The ACL tears may range from mild to severe. It is one of the most common type of sports injury. Contact sports like football or pivoting sports like skiing are the common scenarios of the ACL tears. However, in certain cases, non-contact ACL sports related injuries can also occur while running, pivoting, landing from a jump, or overextending the knee-joint.
ACL Tear Signs and Symptoms
The symptoms of ACL tears may vary based on the severity of the injury or whether there are any associated injuries. For example, the partial ACL tear symptoms may be significantly less than a complete ligament injury. Here are some of the common symptoms of this orthopedic problem.
Pain: One of the most prominent symptoms of an ACL tear is the excruciating knee pain that accompanies it. The initial sharp pain on the outside and back of the knee may soon become a throbbing ache in your knees. Physical movements like straightening, bending your knees and legs, or putting some weight on it may increase the severity of the pain.
The "Pop" Sound: At the time of the injury, you may hear an audible "pop" or crack. This is often accompanied by a sharp pain. The crack or the pop sound could be the result of the tibia and the femur rubbing against each other.
Knee Swelling: Also known as hemarthrosis, the significant swelling of the knee is caused by the disruption of the anterior cruciate ligament causing the knee-joint to be filled with blood. The swollen knees appear tight, puffy, and large.
Instability and Loss of Strength: Since the anterior cruciate ligament is a significant player in giving stability to your knees, an injury to this ligament may cause the knee joints to become unstable.
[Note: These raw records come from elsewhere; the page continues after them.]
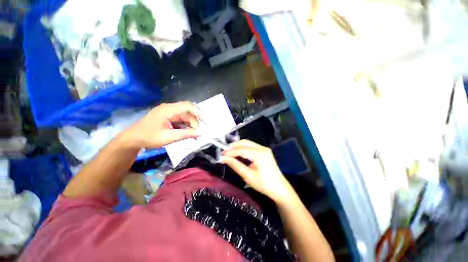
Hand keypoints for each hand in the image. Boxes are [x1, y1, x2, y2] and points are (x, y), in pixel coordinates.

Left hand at [123, 102, 202, 147]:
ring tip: (192, 136)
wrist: (133, 139)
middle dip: (195, 122)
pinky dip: (185, 126)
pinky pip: (181, 119)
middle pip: (188, 111)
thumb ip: (186, 134)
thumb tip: (201, 133)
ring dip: (190, 125)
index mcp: (168, 110)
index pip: (188, 106)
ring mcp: (168, 112)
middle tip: (197, 133)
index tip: (206, 121)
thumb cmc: (149, 137)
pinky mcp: (168, 116)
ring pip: (185, 116)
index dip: (199, 112)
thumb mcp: (168, 137)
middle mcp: (169, 108)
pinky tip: (186, 133)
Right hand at [221, 140, 294, 203]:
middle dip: (234, 146)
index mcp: (259, 154)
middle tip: (225, 152)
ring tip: (229, 152)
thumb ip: (235, 165)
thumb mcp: (247, 175)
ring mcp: (264, 149)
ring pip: (248, 143)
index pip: (241, 149)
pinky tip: (238, 153)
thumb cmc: (263, 184)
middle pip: (245, 143)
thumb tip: (223, 158)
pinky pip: (252, 146)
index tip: (221, 155)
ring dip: (238, 146)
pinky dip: (244, 148)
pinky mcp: (264, 151)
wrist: (279, 188)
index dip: (230, 152)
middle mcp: (262, 148)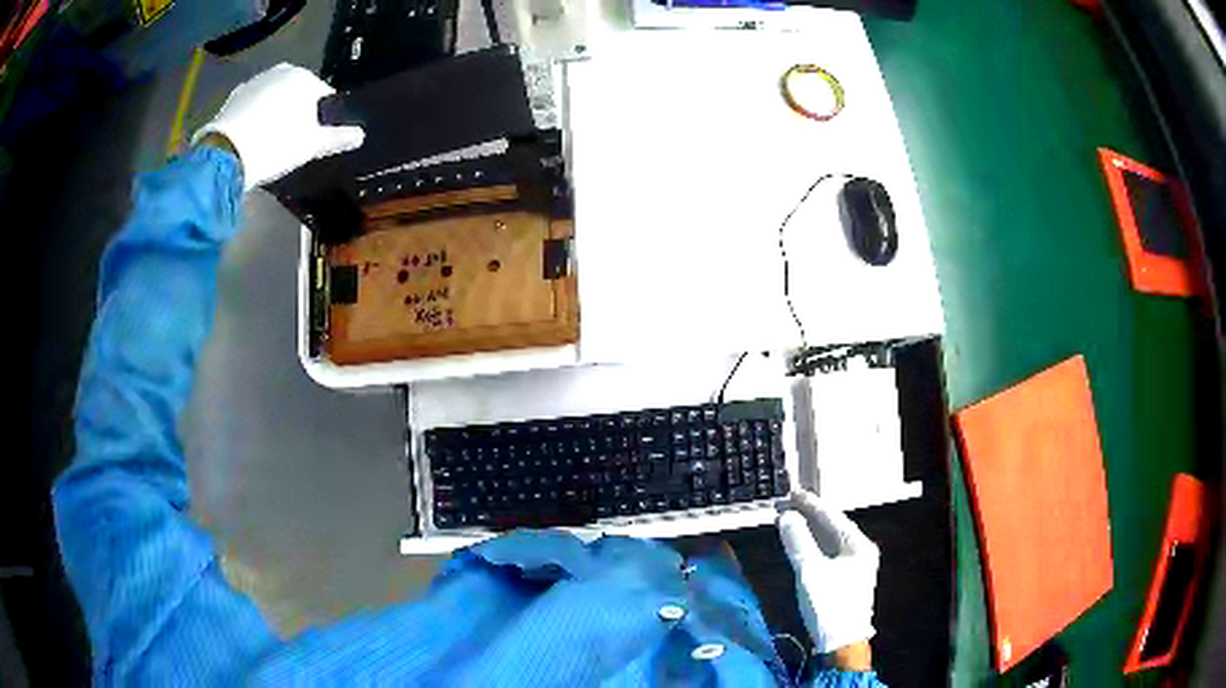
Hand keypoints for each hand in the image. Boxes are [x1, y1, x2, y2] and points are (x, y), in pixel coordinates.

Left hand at [193, 64, 364, 189]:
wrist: (226, 155)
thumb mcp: (311, 145)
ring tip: (270, 141)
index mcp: (304, 78)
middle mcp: (280, 72)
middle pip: (296, 93)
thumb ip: (337, 137)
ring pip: (273, 98)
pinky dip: (254, 117)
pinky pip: (252, 106)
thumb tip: (361, 135)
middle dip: (297, 111)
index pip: (323, 94)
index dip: (323, 117)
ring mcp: (254, 82)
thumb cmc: (276, 144)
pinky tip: (252, 139)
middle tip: (293, 140)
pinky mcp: (233, 98)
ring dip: (274, 113)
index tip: (317, 136)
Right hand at [776, 490, 879, 660]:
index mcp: (859, 545)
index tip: (792, 492)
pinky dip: (812, 546)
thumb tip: (786, 515)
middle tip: (786, 503)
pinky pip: (828, 553)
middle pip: (832, 527)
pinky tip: (799, 543)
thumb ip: (798, 541)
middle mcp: (861, 551)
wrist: (841, 643)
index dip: (811, 504)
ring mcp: (855, 566)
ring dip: (809, 531)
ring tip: (788, 519)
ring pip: (829, 541)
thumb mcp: (811, 572)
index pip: (832, 517)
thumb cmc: (830, 606)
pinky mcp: (846, 579)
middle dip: (809, 516)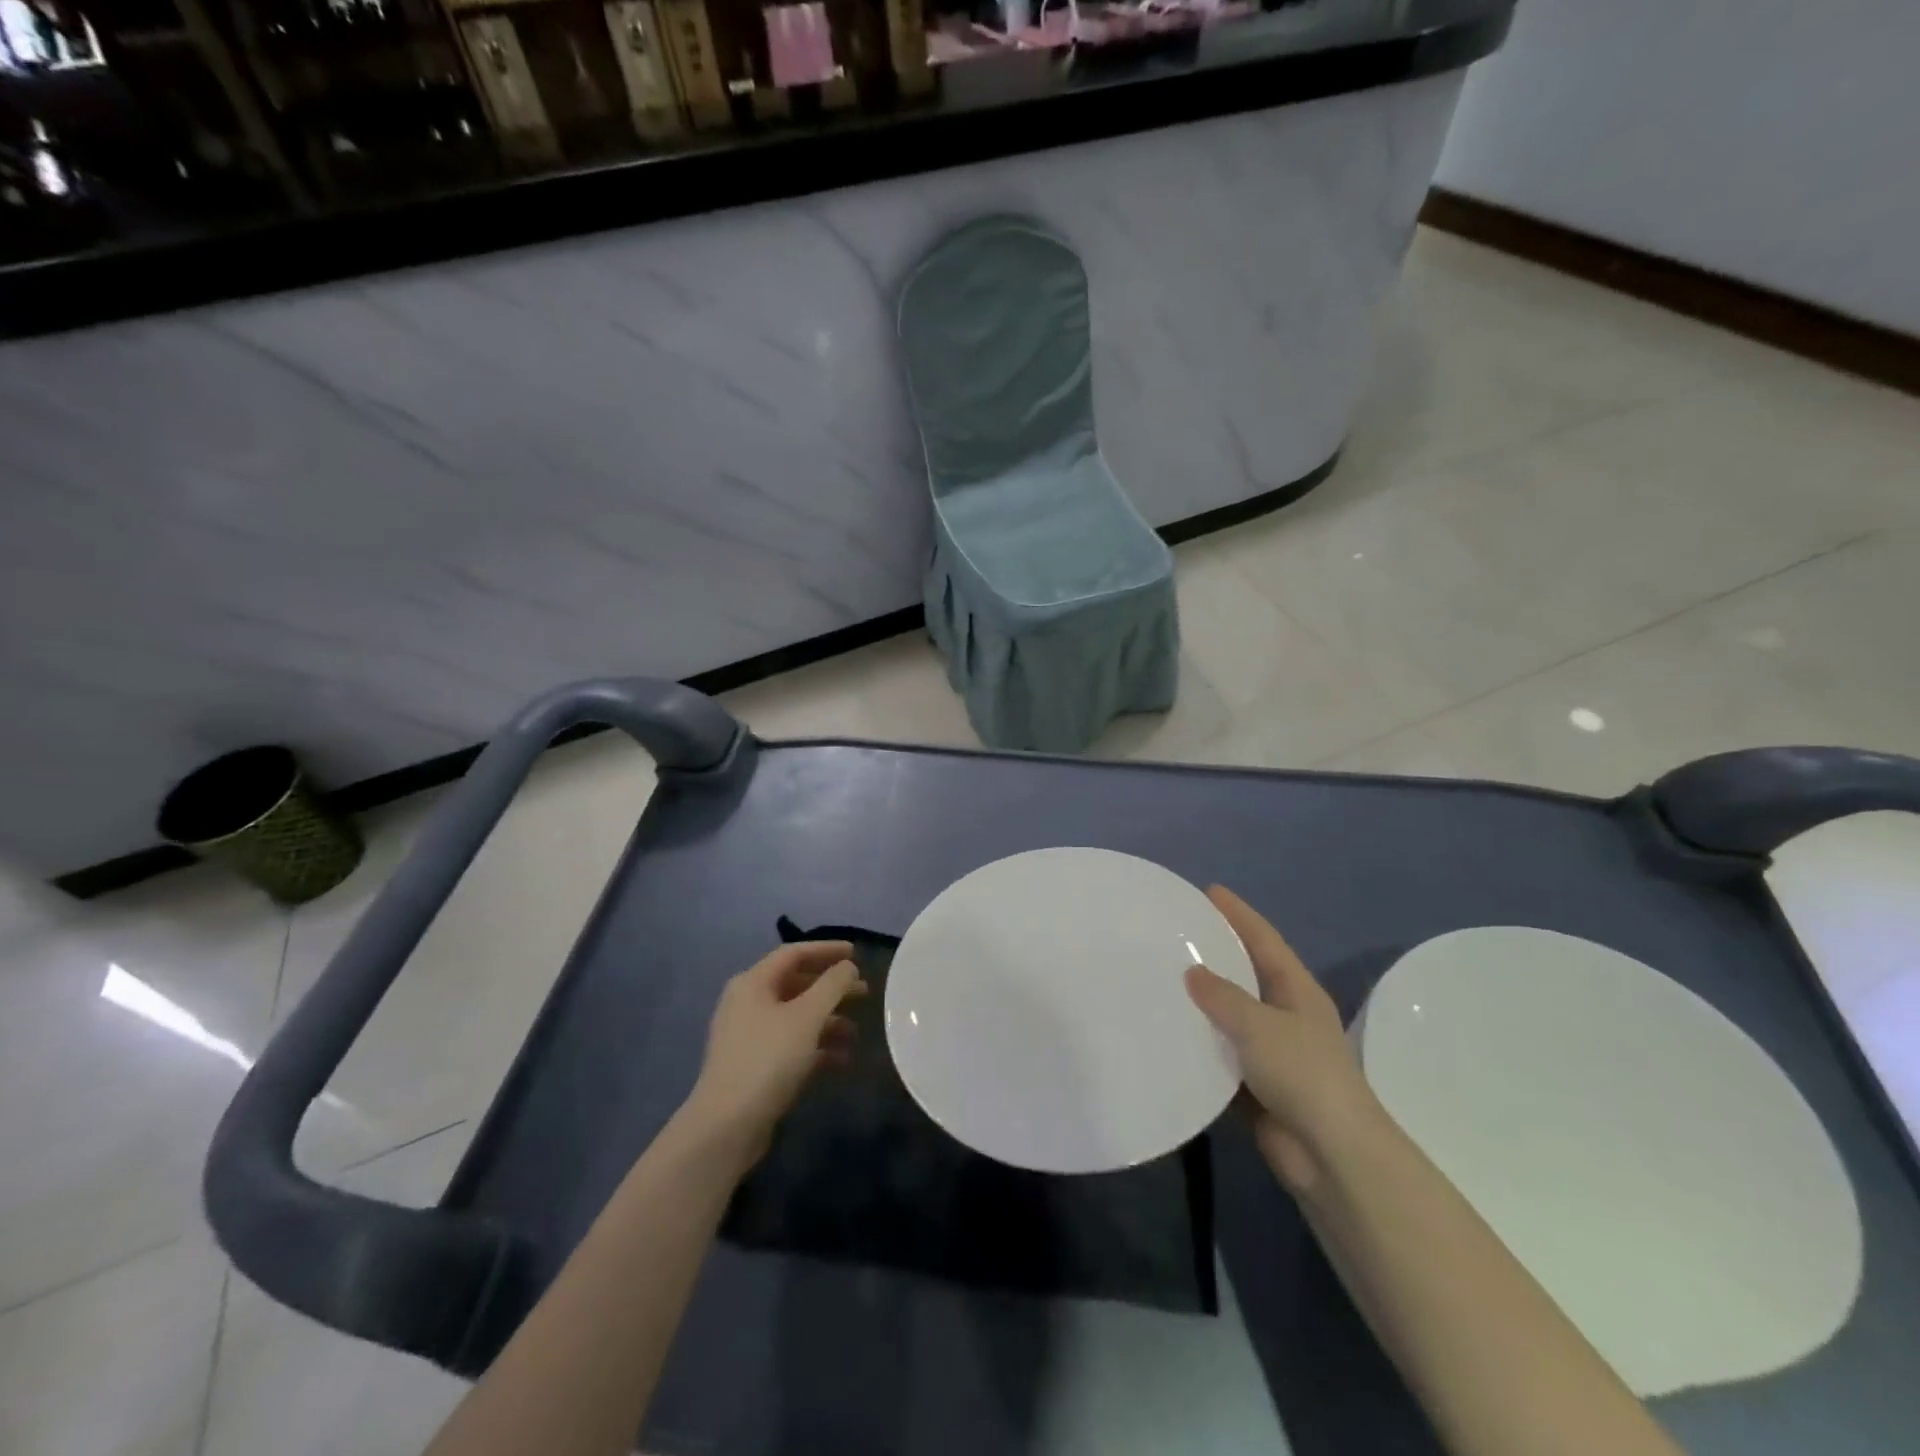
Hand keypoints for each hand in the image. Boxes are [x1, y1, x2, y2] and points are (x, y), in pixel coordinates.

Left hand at [682, 941, 867, 1168]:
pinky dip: (815, 1046)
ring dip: (827, 1020)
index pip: (793, 953)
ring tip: (857, 1032)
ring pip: (795, 1016)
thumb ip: (832, 985)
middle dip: (831, 988)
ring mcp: (749, 1036)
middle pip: (796, 984)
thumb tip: (848, 967)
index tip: (856, 953)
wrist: (727, 1126)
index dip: (826, 950)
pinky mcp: (754, 1065)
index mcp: (753, 983)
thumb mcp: (806, 1017)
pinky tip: (841, 1059)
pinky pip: (790, 1044)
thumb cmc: (768, 1059)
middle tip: (864, 993)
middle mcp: (747, 1003)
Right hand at [1185, 886, 1384, 1194]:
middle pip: (1245, 974)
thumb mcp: (1260, 1025)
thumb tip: (1192, 972)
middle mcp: (1285, 1016)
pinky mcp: (1253, 1086)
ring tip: (1159, 978)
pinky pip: (1219, 1056)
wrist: (1329, 1155)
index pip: (1264, 940)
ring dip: (1201, 1003)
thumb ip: (1223, 996)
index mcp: (1296, 991)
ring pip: (1229, 1017)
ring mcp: (1271, 1053)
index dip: (1238, 914)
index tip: (1208, 891)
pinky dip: (1197, 1045)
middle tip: (1174, 932)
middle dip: (1215, 953)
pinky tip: (1166, 1033)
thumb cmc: (1302, 1074)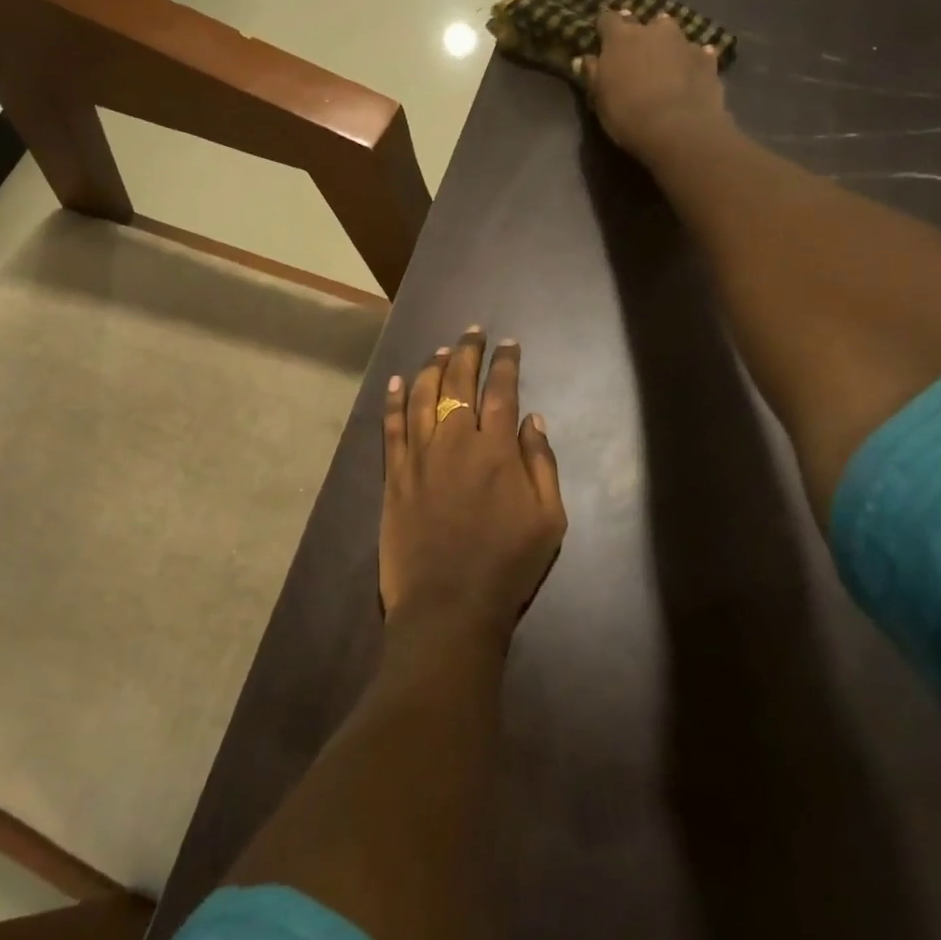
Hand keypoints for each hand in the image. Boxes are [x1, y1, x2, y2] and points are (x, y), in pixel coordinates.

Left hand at [380, 328, 566, 642]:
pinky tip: (399, 382)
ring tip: (442, 350)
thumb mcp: (549, 520)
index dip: (506, 363)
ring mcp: (419, 456)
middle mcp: (455, 440)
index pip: (502, 390)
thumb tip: (534, 419)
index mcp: (497, 449)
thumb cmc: (507, 566)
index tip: (509, 344)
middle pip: (459, 382)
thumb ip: (542, 464)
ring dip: (433, 367)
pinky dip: (395, 400)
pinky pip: (392, 427)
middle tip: (473, 332)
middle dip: (467, 352)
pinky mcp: (394, 475)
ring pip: (423, 396)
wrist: (448, 607)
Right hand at [581, 9, 728, 163]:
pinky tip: (690, 75)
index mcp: (621, 38)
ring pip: (673, 34)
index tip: (603, 39)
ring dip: (667, 45)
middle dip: (640, 34)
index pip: (607, 19)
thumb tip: (586, 58)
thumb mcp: (600, 98)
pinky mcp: (707, 60)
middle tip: (637, 55)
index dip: (605, 28)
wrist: (678, 128)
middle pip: (645, 22)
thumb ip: (593, 74)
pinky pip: (698, 54)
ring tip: (666, 64)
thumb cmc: (627, 113)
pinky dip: (692, 61)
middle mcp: (653, 31)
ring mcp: (684, 42)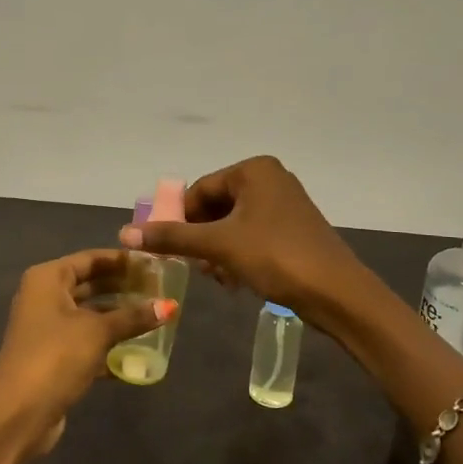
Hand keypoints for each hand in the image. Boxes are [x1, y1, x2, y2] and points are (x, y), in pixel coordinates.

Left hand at [0, 249, 171, 463]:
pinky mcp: (54, 356)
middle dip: (123, 288)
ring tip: (155, 316)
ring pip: (90, 314)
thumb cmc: (55, 357)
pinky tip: (139, 351)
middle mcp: (44, 297)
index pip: (90, 259)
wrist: (18, 414)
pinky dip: (109, 343)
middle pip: (90, 284)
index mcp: (48, 279)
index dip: (122, 260)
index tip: (154, 264)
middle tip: (160, 290)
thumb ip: (133, 317)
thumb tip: (170, 305)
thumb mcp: (97, 332)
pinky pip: (87, 340)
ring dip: (119, 316)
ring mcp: (47, 328)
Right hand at [120, 156, 369, 327]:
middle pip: (216, 207)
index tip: (168, 249)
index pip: (200, 190)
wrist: (337, 293)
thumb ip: (173, 238)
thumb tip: (125, 233)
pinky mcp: (293, 229)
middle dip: (201, 239)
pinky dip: (238, 255)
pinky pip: (252, 235)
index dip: (180, 220)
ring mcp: (284, 204)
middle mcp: (270, 179)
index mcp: (254, 170)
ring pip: (233, 224)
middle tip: (195, 267)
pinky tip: (236, 281)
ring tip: (217, 277)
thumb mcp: (219, 246)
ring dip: (218, 251)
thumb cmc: (275, 257)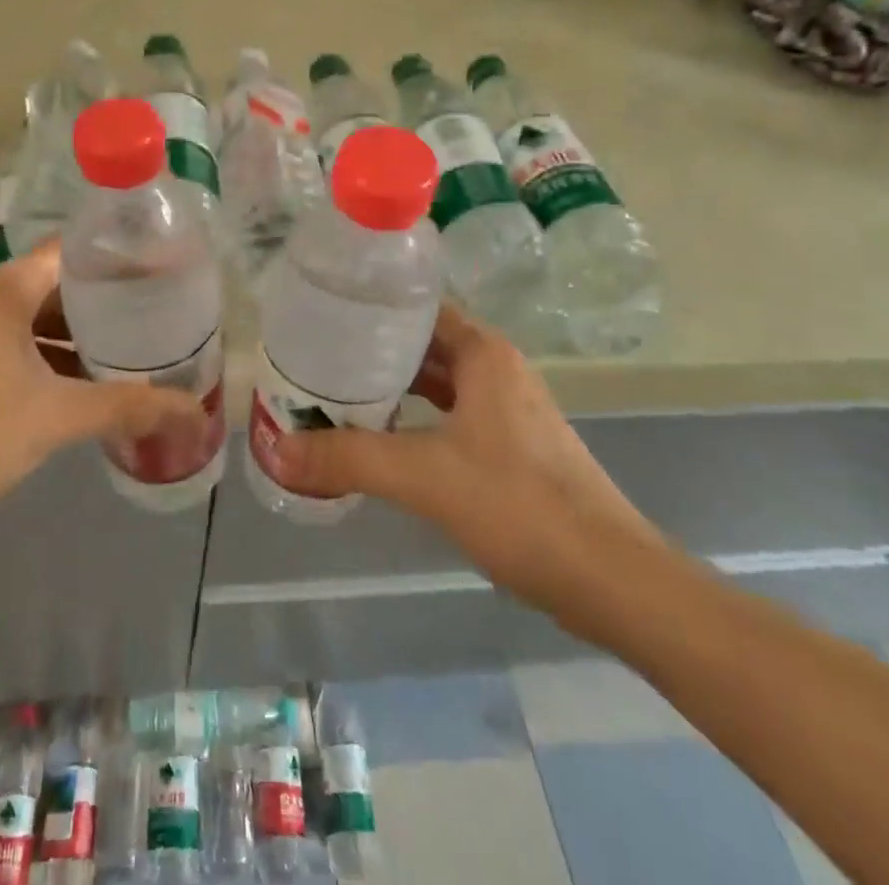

While the minor forms of ACL tears may cause instability while pivoting or jumping, severe forms of ACL tears may cause difficulty in moving around and the "knees giving away". The quadriceps weakness may be aggravated by the swelling of the knee and you may thus, have episodes of the knee giving away.
Limited Motion: ACL tears can result in knee swelling and extreme pain. This results in decreased range of motion and trouble in moving the legs.
ACL Tear Diagnosis and Treatment
For diagnosing the ACL tear, the doctor may have to do a complete physical examination to assess the knee ligaments. This is often accompanied by specific tests like the Lachman test to evaluate any abnormal tibia movements and the pivot shift maneuver. X-rays of the knees along with an MRI scan can help locate the ligament damage or any associated fractures.
Once the ACL tear has been diagnosed, an ACL reconstruction surgery needs to be done. Initially, the doctor may provide first-aid tips to reduce swelling and pain. A common ACL tear treatment is known as RICE (rest, ice, compression and elevation). Once the ACL surgery is done, exercises and training along with physiotherapy sessions help in the surgery rehab.
ACL tears are a serious sports related injury that should be addressed as soon as possible. In addition, players need to use proper techniques when playing sports or exercising to reduce the probability of ACL tears. Using knee support braces has also known to reduce the incidence of knee injuries.
Disclaimer: This article is for informative purposes only, and should not be treated as a substitute for professional medical advice.